- M733 armored Husky of the 11th Motor Transport Battalion in South Vietnam, 1970
- Place of origin: United States

Service history
- In service: 1960–70s
- Used by: United States
- Wars: Vietnam War

Production history
- Designer: Pacific Car and Foundry
- Manufacturer: Blaw-Knox Pacific Car and Foundry (M733)
- No. built: 197 93 (M733)
- Variants: M733

Specifications
- Mass: 10,600 lb (4,800 kg)
- Length: 15 ft 6 in (4.72 m)
- Width: 6.8 feet (2.1 m)
- Height: 6 ft 9 in (2.06 m)
- Crew: 1
- Passengers: 13
- Armor: none
- Main armament: none
- Engine: Chevrolet V8
- Payload capacity: 3,000 lb (1,400 kg)
- Transmission: Hydra-Matic
- Ground clearance: 15.5 in (39 cm)
- Operational range: 300 mi (480 km)
- Maximum speed: 37 mph (60 km/h) land 3.7 mph (6.0 km/h) water

= M116 Husky =

Military amphibious vehicle

The M116 Husky was a tracked amphibious cargo carrier/marginal terrain vehicle that served with the United States Marine Corps.

==Design==
The M116 was a lightweight low-silhouette vehicle designed to transport cargo or personnel over unimproved roads, loose sand, soft marshy terrain and inland waterways. Its low ground pressure of 1.67 to 2.74 psi when fully loaded gave good mobility on marginal terrain.

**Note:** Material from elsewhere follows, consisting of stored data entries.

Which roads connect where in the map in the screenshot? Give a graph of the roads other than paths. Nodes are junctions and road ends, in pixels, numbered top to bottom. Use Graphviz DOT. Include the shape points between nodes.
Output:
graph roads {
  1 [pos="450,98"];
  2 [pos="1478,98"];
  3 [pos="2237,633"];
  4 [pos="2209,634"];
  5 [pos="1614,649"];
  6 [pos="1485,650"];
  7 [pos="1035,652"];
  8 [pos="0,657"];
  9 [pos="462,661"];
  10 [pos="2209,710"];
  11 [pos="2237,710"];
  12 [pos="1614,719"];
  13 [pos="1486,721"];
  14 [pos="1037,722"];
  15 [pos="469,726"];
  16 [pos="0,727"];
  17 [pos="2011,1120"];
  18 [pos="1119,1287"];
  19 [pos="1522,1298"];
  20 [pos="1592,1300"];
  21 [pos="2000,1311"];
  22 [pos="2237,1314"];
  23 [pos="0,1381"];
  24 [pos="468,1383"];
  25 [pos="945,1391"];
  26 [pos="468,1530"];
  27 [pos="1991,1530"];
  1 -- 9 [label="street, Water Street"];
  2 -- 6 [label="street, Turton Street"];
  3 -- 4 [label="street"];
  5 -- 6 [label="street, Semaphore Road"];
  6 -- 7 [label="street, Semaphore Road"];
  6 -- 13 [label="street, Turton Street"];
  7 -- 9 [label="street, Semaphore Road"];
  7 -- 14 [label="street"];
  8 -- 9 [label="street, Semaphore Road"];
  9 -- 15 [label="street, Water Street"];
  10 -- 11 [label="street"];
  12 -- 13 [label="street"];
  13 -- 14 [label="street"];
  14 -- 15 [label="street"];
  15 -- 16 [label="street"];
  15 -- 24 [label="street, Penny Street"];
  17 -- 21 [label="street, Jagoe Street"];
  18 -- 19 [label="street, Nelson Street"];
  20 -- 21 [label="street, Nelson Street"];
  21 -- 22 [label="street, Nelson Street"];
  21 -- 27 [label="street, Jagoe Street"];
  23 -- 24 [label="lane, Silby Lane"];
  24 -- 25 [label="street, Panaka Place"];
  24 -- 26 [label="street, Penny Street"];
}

The M116 was designed by Pacific Car and Foundry as a replacement for the M76 Otter. Pacific Car and Foundry built four prototypes and then three pre-production models, however the production contract was awarded to Blaw-Knox which produced 197.

==Variants==

The M733 was an armored variant of the M116 with steel armour plates added to provide ballistic protection capable of stopping .30-caliber ball ammunition. The purpose of the vehicle was to provide small arms protection for infantry security elements accompanying marginal terrain vehicles. The primary armament was one M60 machine gun, but two other pintle mounts were provided for additional M60s. The M733 could also mount the M2 Browning .50 caliber machine gun or an 81mm mortar. The M733 was produced by Pacific Car and Foundry which built 93 with the first deliveries occurring in 1966.

==History==
Both the M116 and M733 served with the Marines in the Vietnam War. The M116E1 was placed into service in April 1969 by the 11th Motor Transport Battalion to support the 1st Marine Division in the low and often inundated areas south of Danang. Virtually unaffected by weather, the M116 had the effect of reducing reliance on helicopter support. The M733 was placed into service in August as a convoy escort.